Check your monthly usage through your ISP's account portal. If you are consistently hitting the threshold before the end of the month, the slowdown you are experiencing may be exactly what your contract describes. The remedy here is a different plan rather than a regulatory complaint. The key diagnostic question is: are specific services slow while others are fast, or is everything slow uniformly? If it is uniform, check your data usage first.

How long do I need to test before my evidence is meaningful?

A single slow evening proves nothing. Your ISP can point to any number of plausible explanations for a single bad data point — a temporary maintenance window, unusual network load, a problem with the specific server your test reached. To build evidence that is hard to dismiss, you need volume and consistency.

The minimum useful dataset is: one week of time-of-day-stamped speed tests (morning, evening, late night) from the same device on the same connection, plus Wehe test results on at least three separate days, plus M-Lab NDT7 results on at least three separate days. Two weeks is better. A month is compelling.

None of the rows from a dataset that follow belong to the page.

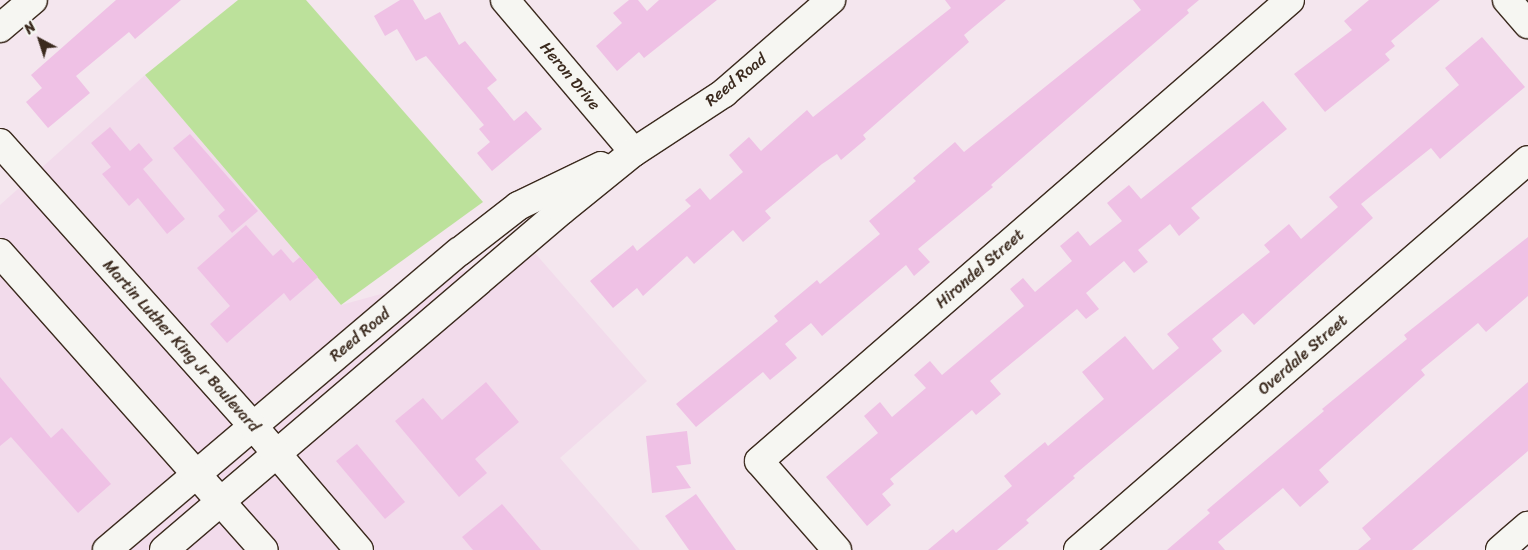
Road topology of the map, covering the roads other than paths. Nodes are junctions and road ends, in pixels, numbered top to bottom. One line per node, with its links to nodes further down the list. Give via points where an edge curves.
1 (33, 0): 7 (street)
2 (505, 0): 9 (street, Heron Drive)
3 (831, 0): 9 (street, Reed Road, via 724,93)
4 (1290, 0): 21 (street, Hirondel Street, via 759,461)
5 (1507, 0): 6 (street)
6 (1528, 24)
7 (0, 28)
8 (0, 143): 12 (street, Martin Luther King Jr Boulevard)
9 (634, 152): 12 (street, Reed Road, via 518,206); 13 (street, Reed Road)
10 (1528, 160): 22 (street, Overdale Street)
11 (0, 253): 14 (street)
12 (253, 426): 13 (street, Martin Luther King Jr Boulevard); 14 (street, Reed Road)
13 (276, 453): 15 (street, Reed Road); 20 (street, Martin Luther King Jr Boulevard)
14 (198, 474): 15 (street); 17 (street, Reed Road)
15 (220, 502): 18 (street, Reed Road); 19 (street)
16 (1528, 526): 23 (street)
17 (107, 550)
18 (164, 550)
19 (264, 550)
20 (359, 550)
21 (836, 550)
22 (1078, 550)
23 (1500, 550)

The pattern you are looking for is reproducibility — the same service is slow at the same times in the same way, consistently, regardless of day of week or other variables you control. A consistent pattern over seven or more days across multiple testing methodologies is the kind of evidence that gets taken seriously by regulators and makes ISP customer service representatives escalate your case internally rather than reading from a script.